| EXERCISE DESCRIPTION |
A single number is the answer here: how many lines below include "list"?

| SOURCE RECORDS |
------------------------------------------------------------

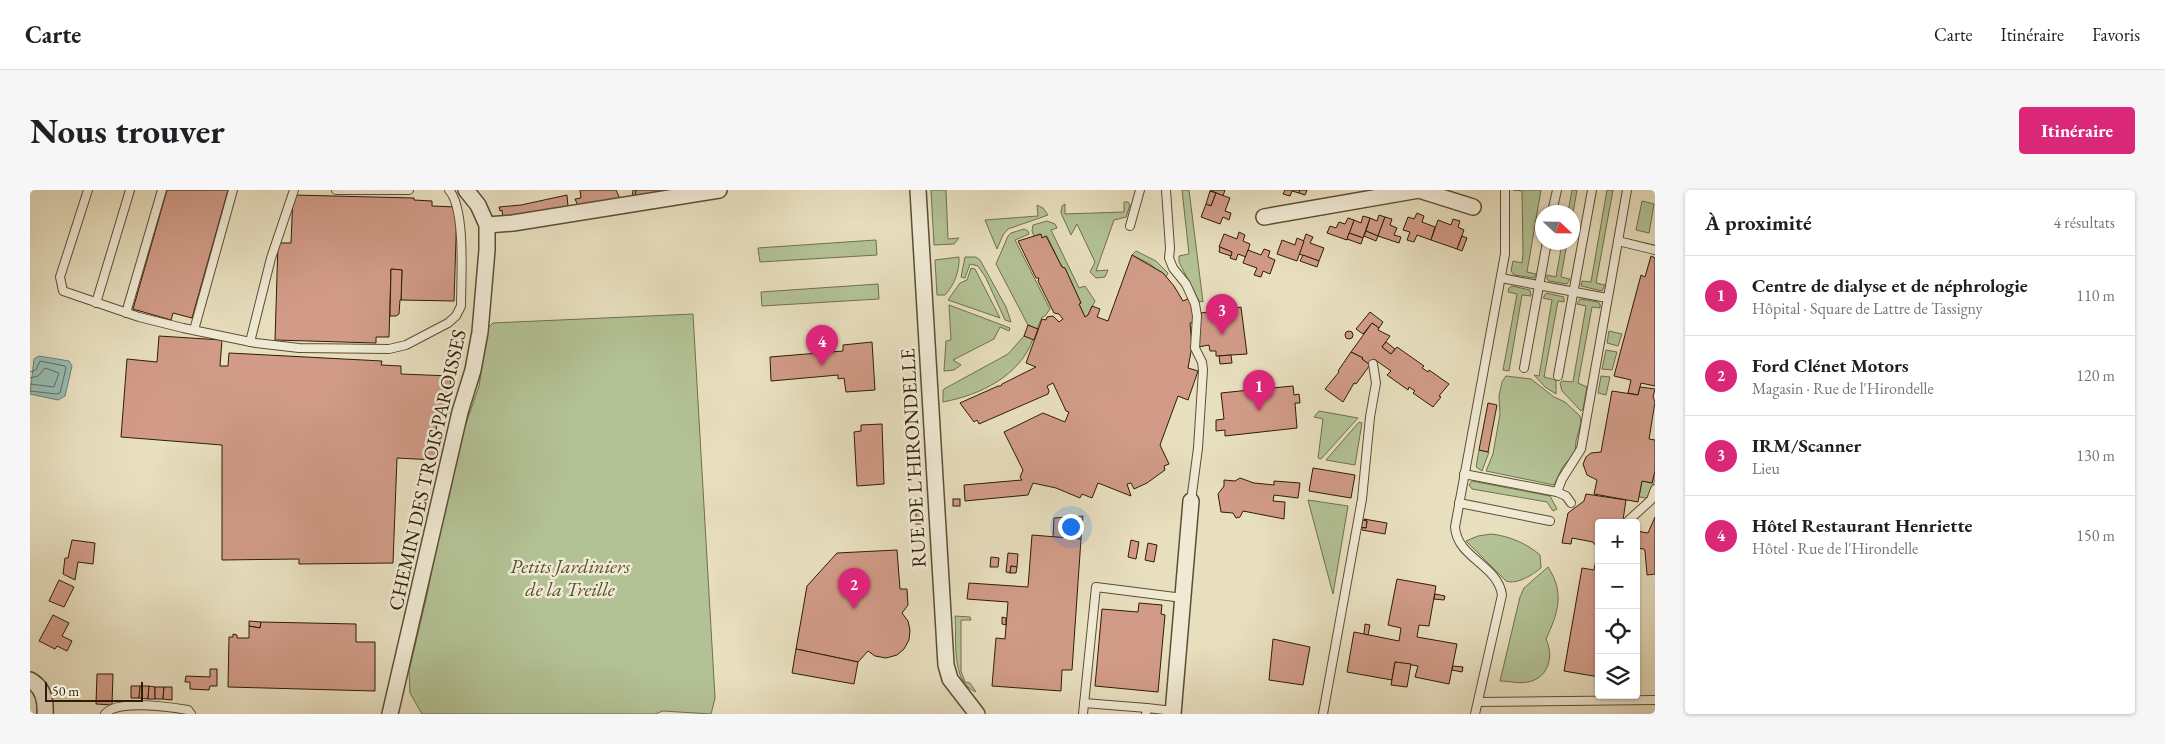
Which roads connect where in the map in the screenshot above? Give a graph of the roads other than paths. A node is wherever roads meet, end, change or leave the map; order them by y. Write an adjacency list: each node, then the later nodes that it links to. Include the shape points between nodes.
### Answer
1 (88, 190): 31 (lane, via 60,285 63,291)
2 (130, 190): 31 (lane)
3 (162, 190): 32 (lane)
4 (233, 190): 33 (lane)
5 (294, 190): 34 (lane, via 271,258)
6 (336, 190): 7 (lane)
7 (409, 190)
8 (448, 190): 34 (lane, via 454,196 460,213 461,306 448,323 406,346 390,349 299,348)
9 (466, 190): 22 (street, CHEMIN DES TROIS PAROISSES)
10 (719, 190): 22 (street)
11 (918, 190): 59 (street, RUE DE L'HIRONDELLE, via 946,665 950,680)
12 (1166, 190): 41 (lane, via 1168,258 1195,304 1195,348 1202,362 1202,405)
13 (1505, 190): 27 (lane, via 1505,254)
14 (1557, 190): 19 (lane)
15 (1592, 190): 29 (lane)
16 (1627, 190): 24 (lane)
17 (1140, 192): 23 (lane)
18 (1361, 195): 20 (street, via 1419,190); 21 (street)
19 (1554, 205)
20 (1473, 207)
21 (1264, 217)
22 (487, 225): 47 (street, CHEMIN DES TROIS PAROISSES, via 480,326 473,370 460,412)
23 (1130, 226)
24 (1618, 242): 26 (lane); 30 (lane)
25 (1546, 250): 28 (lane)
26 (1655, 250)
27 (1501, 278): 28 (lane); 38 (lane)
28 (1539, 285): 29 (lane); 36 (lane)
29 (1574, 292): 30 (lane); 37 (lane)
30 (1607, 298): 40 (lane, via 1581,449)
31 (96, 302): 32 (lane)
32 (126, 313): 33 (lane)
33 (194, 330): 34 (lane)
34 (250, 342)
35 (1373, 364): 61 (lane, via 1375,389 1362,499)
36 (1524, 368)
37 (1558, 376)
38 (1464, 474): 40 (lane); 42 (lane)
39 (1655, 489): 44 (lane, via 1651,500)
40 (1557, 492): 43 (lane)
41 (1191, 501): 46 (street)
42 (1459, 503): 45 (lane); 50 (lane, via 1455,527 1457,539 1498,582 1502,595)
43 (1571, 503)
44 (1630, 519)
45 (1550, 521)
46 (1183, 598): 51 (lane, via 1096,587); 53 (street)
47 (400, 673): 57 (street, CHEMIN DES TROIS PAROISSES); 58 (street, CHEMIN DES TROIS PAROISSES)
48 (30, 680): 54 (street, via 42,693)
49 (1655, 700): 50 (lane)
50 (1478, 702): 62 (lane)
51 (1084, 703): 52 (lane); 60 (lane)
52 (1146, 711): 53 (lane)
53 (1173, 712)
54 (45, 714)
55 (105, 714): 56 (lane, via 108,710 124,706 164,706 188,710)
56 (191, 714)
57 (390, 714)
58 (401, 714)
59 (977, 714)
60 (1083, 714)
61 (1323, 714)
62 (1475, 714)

------------------------------------------------------------

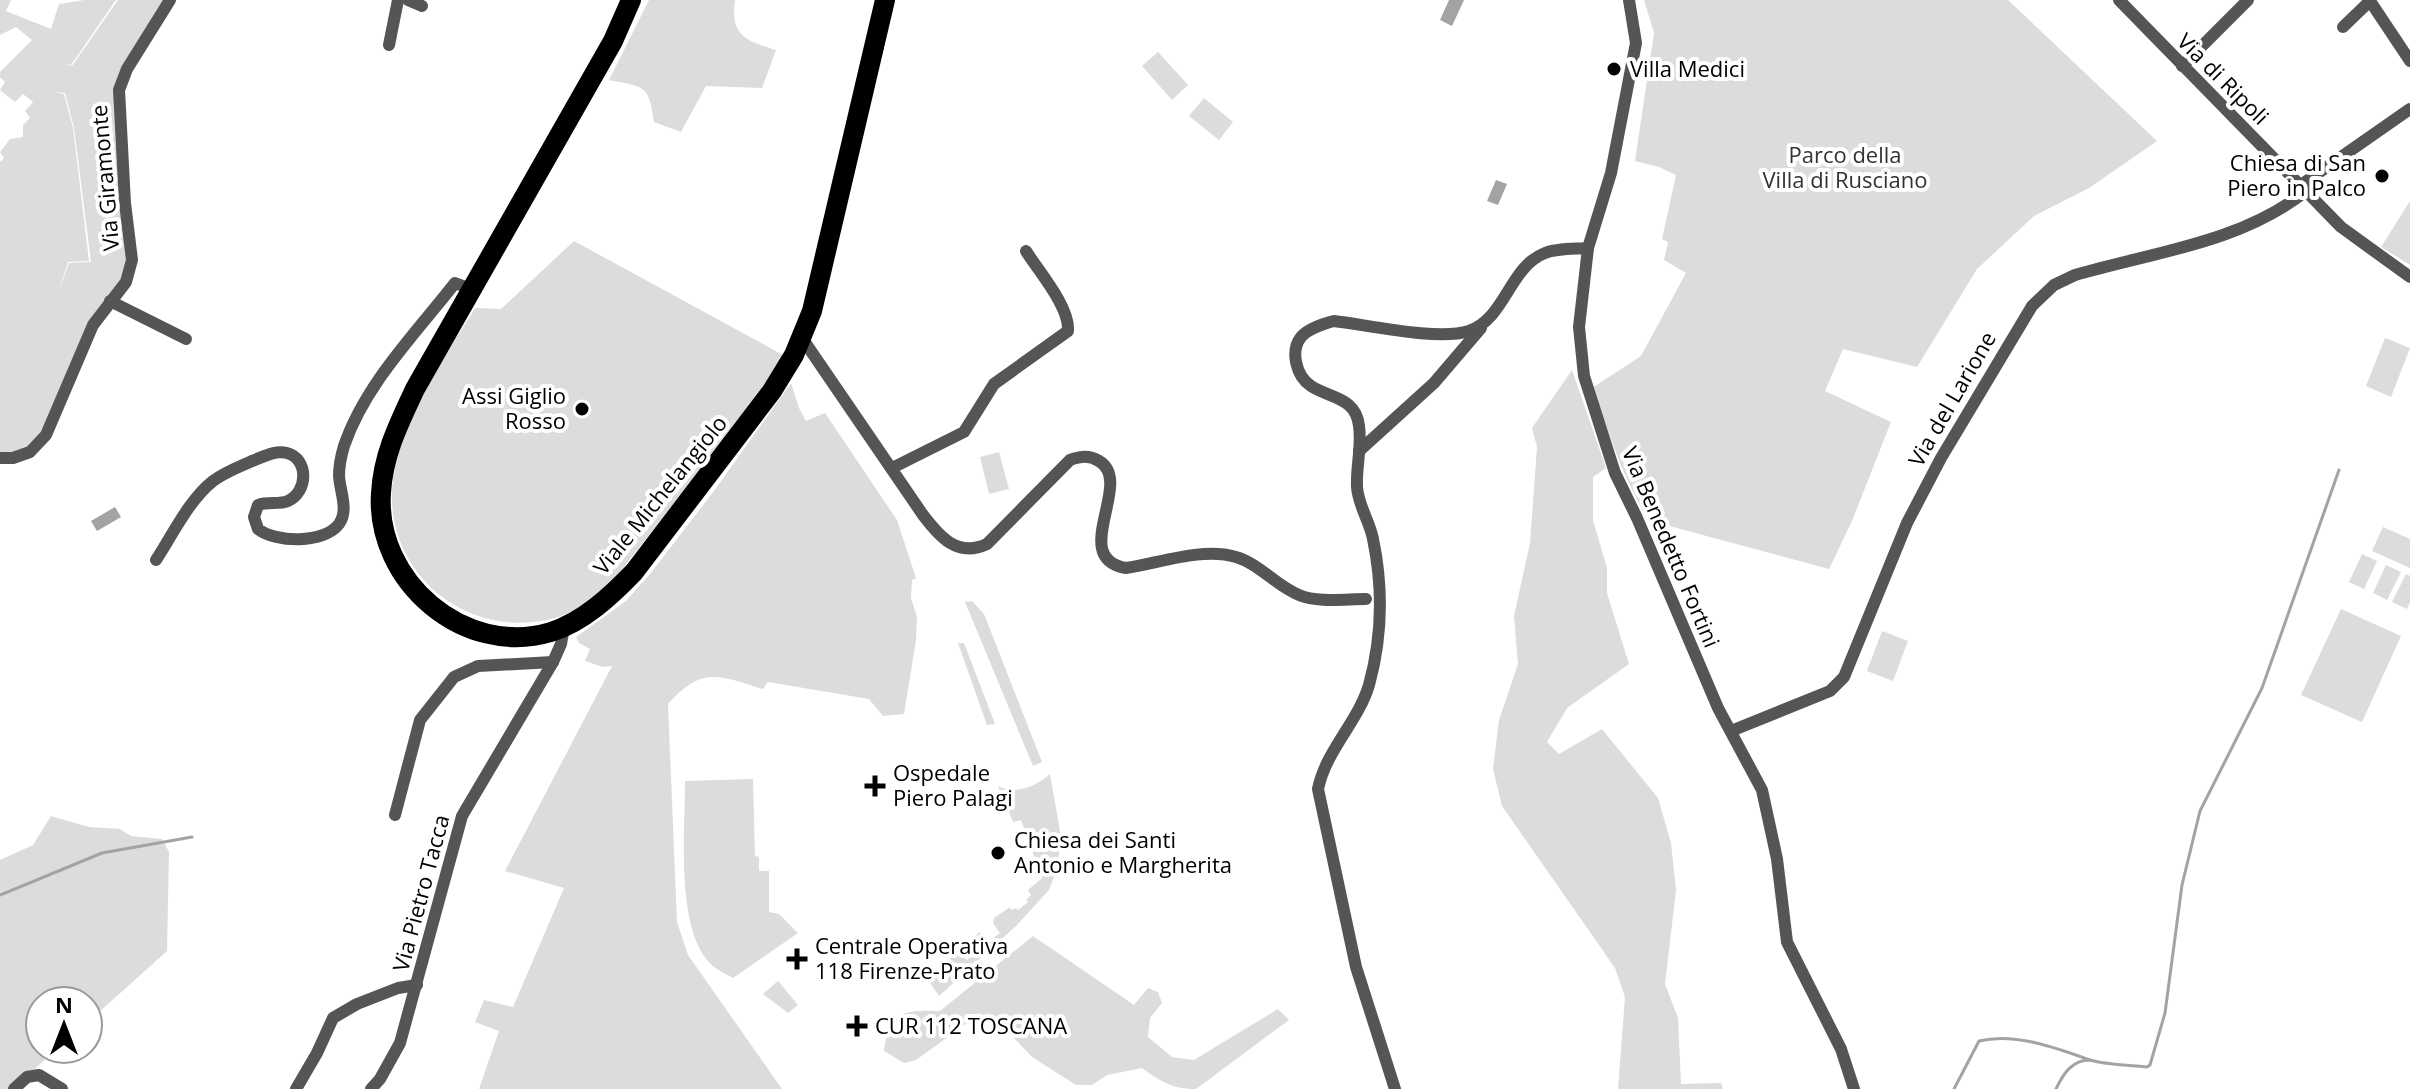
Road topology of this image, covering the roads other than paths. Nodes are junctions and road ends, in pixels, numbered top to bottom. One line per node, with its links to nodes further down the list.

------------------------------------------------------------

| RESPONSE TO THE TASK |
2